Wow, that just shows you how differerently things are done. I've never worked on ,done,or ran jobs,that we primed before texture. My spay guy would kill me if we primed first.

Exceptions are existing glossy surfaces and questionable bonding situations on patched areas.

If you orange peel,knockdown ......Do you prime that again before paint? I hope so.

Yes you see the drywall through the tex. in the field. We prime and paint after.

We are all right in our own minds. :shifty:


----------



## Kgmz

My drywall guy always has primed before texturing. Never asked him why and he has done it this way for me the last 10 years.


----------



## nEighter

that's cause they are too busy trying to drive the jobs $$ down to nothing.. then they have to skip major steps in the process to make up for their hack priced ways. We are in the same city, I know.


----------



## Big Shoe

Kgmz said:


> My drywall guy always has primed before texturing. Never asked him why and he has done it this way for me the last 10 years.

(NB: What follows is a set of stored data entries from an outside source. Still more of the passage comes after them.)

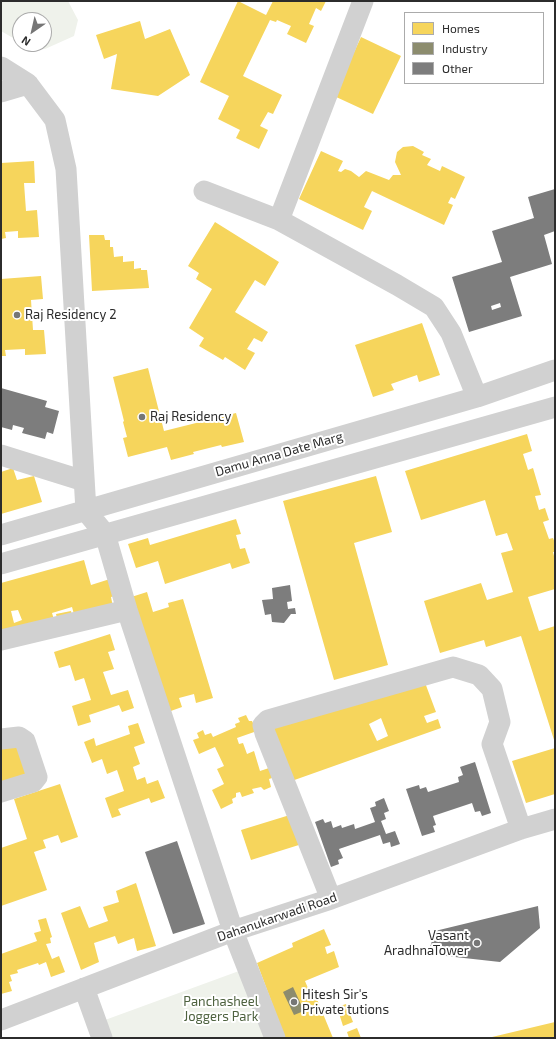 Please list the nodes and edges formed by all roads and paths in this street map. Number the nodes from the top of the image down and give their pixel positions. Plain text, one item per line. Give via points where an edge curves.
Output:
1 (363, 1) edge
2 (1, 67) edge
3 (28, 84) junction
4 (1, 92) edge
5 (204, 191) dead end
6 (279, 220) junction
7 (551, 372) edge
8 (477, 397) junction
9 (554, 412) edge
10 (1, 455) edge
11 (84, 481) junction
12 (86, 511) junction
13 (106, 534) junction
14 (1, 536) edge
15 (1, 564) edge
16 (127, 610) junction
17 (1, 640) edge
18 (1, 739) edge
19 (1, 792) edge
20 (555, 819) edge
21 (521, 829) junction
22 (331, 899) junction
23 (233, 931) junction
24 (84, 988) junction
25 (1, 1020) edge
26 (102, 1038) edge
27 (275, 1038) edge

1 - 6 street
2 - 3 street
3 - 4 street
3 - 11 street via 55,120 66,169
5 - 6 street
6 - 8 street via 434,307 451,333
7 - 8 street, Damu Anna Date Marg
7 - 9 street
8 - 12 street, Damu Anna Date Marg
9 - 13 street
10 - 11 street
11 - 12 street
12 - 13 street
12 - 14 street, Damu Anna Date Marg
13 - 15 street
13 - 16 street
16 - 17 street
16 - 23 street
18 - 19 street via 19,737 25,741 37,778 33,782
20 - 21 street, Dahanukarwadi Road
21 - 22 street, Dahanukarwadi Road
21 - 22 street via 492,744 500,722 492,689 479,675 453,666 268,720 263,725 265,733
22 - 23 street, Dahanukarwadi Road
23 - 24 street, Dahanukarwadi Road
23 - 27 street
24 - 25 street, Dahanukarwadi Road
24 - 26 street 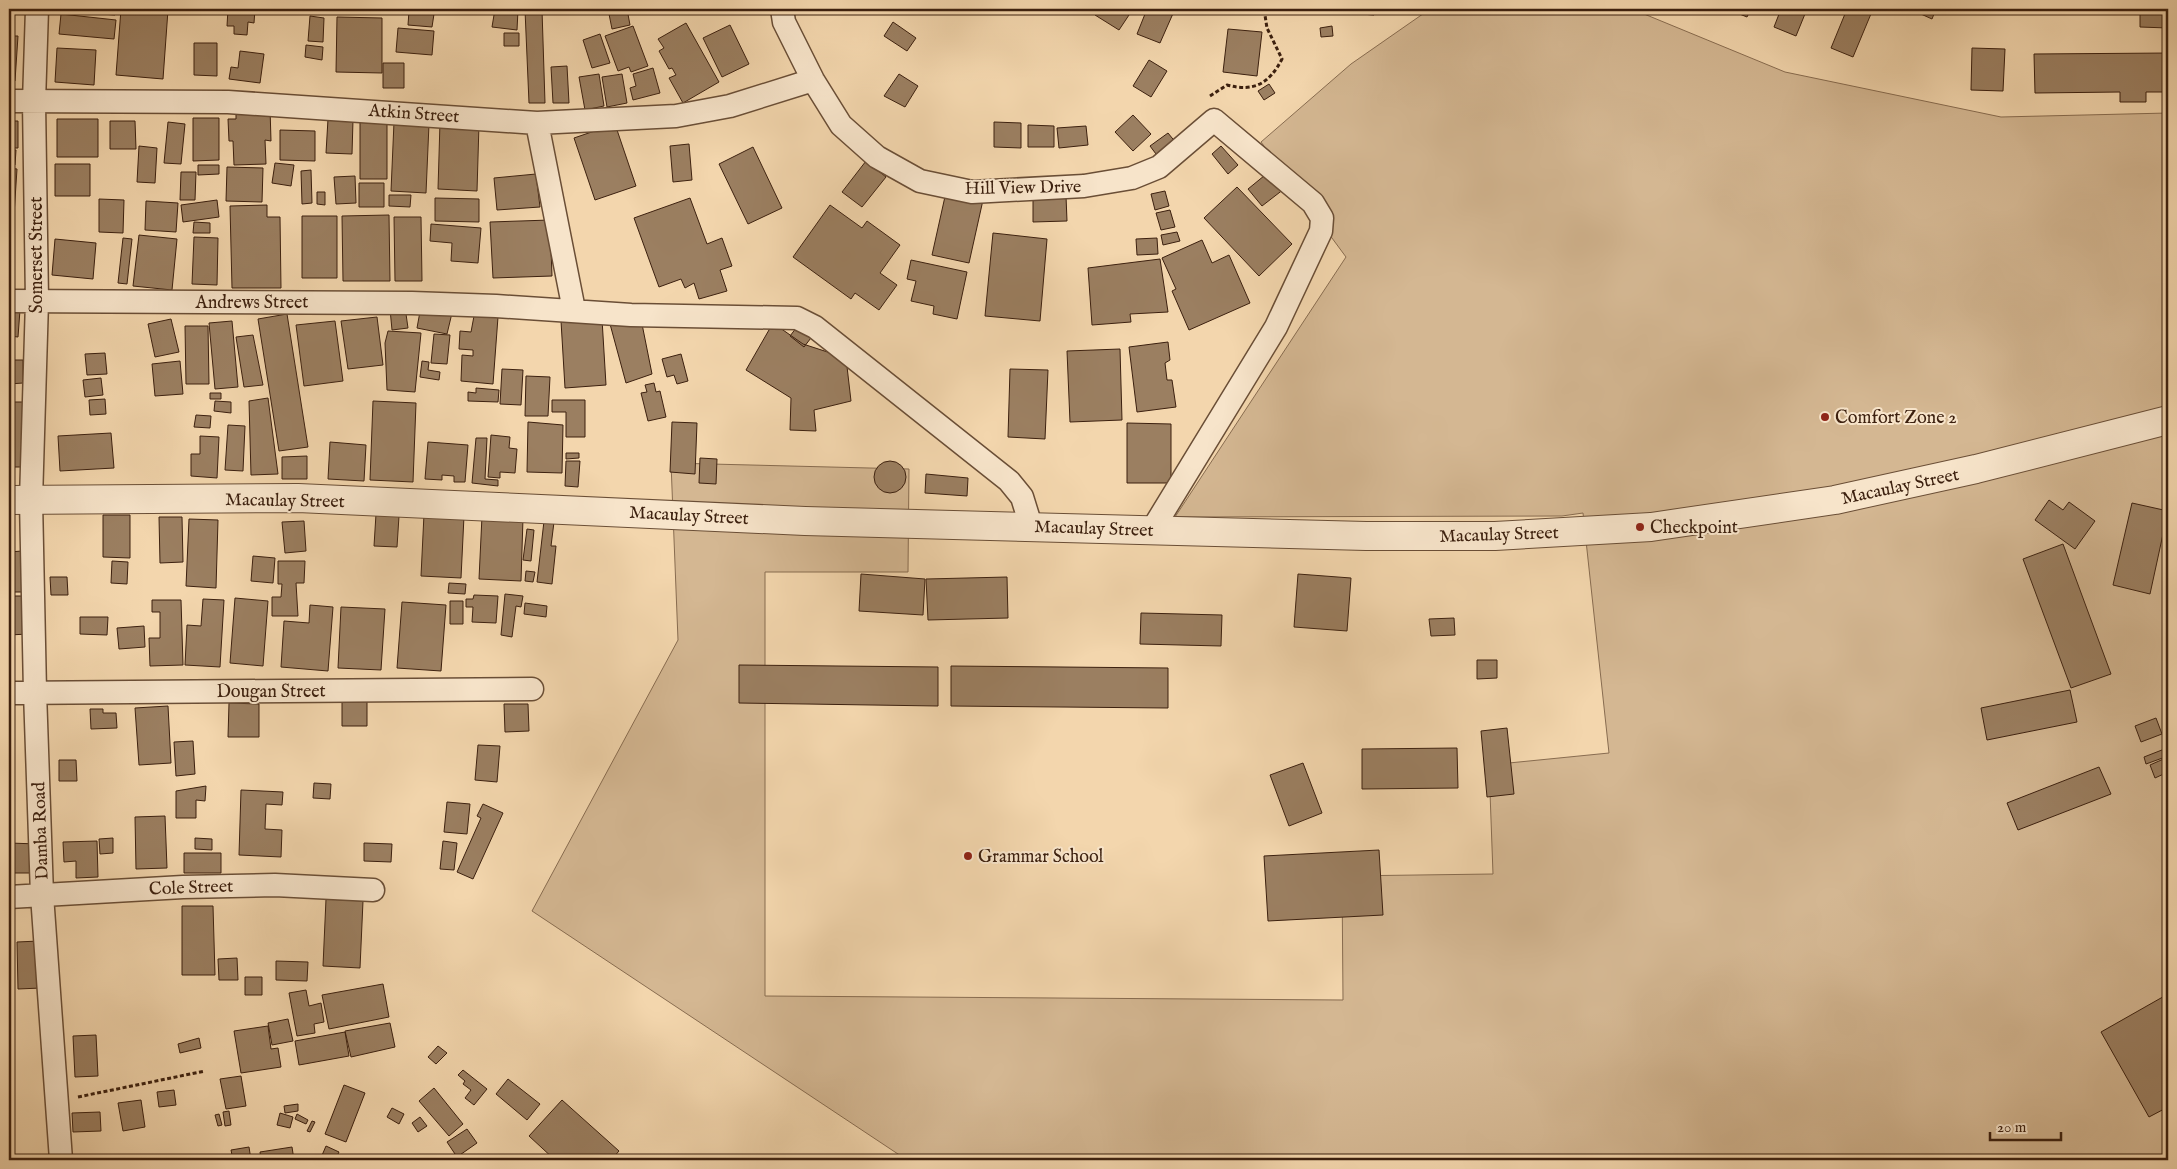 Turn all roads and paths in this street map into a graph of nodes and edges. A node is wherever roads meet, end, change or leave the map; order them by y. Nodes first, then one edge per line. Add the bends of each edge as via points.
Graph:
1 (36, 9) edge
2 (782, 9) edge
3 (1264, 9) edge
4 (813, 80) junction
5 (9, 101) edge
6 (34, 102) junction
7 (1214, 120) junction
8 (537, 123) junction
9 (9, 301) edge
10 (37, 301) junction
11 (574, 310) junction
12 (2168, 420) edge
13 (20, 500) edge
14 (1031, 526) junction
15 (1152, 530) junction
16 (532, 690) dead end
17 (35, 692) junction
18 (9, 693) edge
19 (373, 890) dead end
20 (42, 895) junction
21 (9, 896) edge
22 (205, 1072) dead end
23 (58, 1101) junction
24 (61, 1160) edge

1 - 6 street, Somerset Street
2 - 4 street, Hill View Drive via 784,22
3 - 7 path via 1267,28 1282,59 1275,72 1259,85 1243,89 1227,85 1208,98
4 - 7 street, Hill View Drive via 842,125 877,157 920,181 972,192 1084,186 1132,178 1158,167
4 - 8 street, Atkin Street via 730,106 676,116
5 - 6 street, Atkin Street
6 - 8 street, Atkin Street via 228,102
6 - 10 street, Somerset Street
7 - 15 street via 1313,203 1322,218 1321,231 1276,327
8 - 11 street
9 - 10 street, Andrews Street
10 - 11 street, Andrews Street via 412,303
10 - 13 street, Somerset Street
11 - 14 street, Andrews Street via 631,316 797,318 815,327 1009,481 1022,497
12 - 15 street, Macaulay Street via 1976,469 1835,500 1651,527 1495,536
13 - 14 street, Macaulay Street via 298,498 805,521
13 - 17 street, Damba Road
14 - 15 street, Macaulay Street
16 - 17 street, Dougan Street
17 - 18 street, Dougan Street
17 - 20 street, Damba Road
19 - 20 street, Cole Street via 275,885
20 - 21 street, Cole Street
20 - 23 street, Damba Road
22 - 23 path
23 - 24 street, Damba Road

I'm trying to figure this out. My 31 years in florida, everybody has done it wrong?


----------



## Butch33

*primer before*

ive always primed first..to begin with it helps to keep the the drymud from bleeding through , the mudded places will soak up alot of what you put on first..wich will enable you to see these areas clearly ..so yes prime first. that is if you like to be called upon again by the home owner..for more work and have your name passed on in good faith to his friends and neighbors.. plus if you dont prime first you will just end.up havin to put on two coats of finish paint /texture..... anyway thats my take on it...


----------



## Butch33

*primer first..cont..*

sorry had to break for a second anyway...prime first ...always thats like learning to walk before you run, pretty standard stuff ....if you dont it will come back to bite you ..in the @$$....now i have seen it done where you can use a flat paint..in the place of primer or as a substitute if thats what you all are talking about ?


----------



## carolinahandyma

We always prime first allow drying time and then spray texture.





.


----------



## Tom Antoine

Read the manufacturer's recommended installation proceedures and the project specifications. Those sources will give you unbiased definitive answers.


----------



## edwardbros

We always prime before the texture goes up. If not you run a high chance of the tape lines photographing. This is very true in a room with a lot of windows.


----------



## noahweb

I have never primed prior to texture. Depends how deep your pockets are on the choice you make


----------



## Tim0282

I have rarely primed before texturing. Don't see the advantage. You would still have to prime after texture, if you prime before. Just don't get why it stops the telegraphing. If you prime over texture, doesn't that stop the joint flash? Why would it stop the flash before and not after?


----------



## trimmerdennis

*What?*

never heard of primeing before texture. You talking just texture or the drywall finish? Only drywall contractor to do that was also the painting contractor so he was just saveing a step. But then whay do us southerners know, And I'm just a trim carpenter anywayarty:


----------



## Big Shoe

I've dealt with 3 spray co. in the last 20yrs. no primer first ever. Whole houses,new construction. Spray-prime-paint.(tinted primer)

Now if all walls and ceilings are going to be white you could get away with priming first.

Am I thinking wrong that the texture should be primed before color? Does'nt it need to be sealed. Or do you just do 2 coats of color.

We need to check with the painters.


----------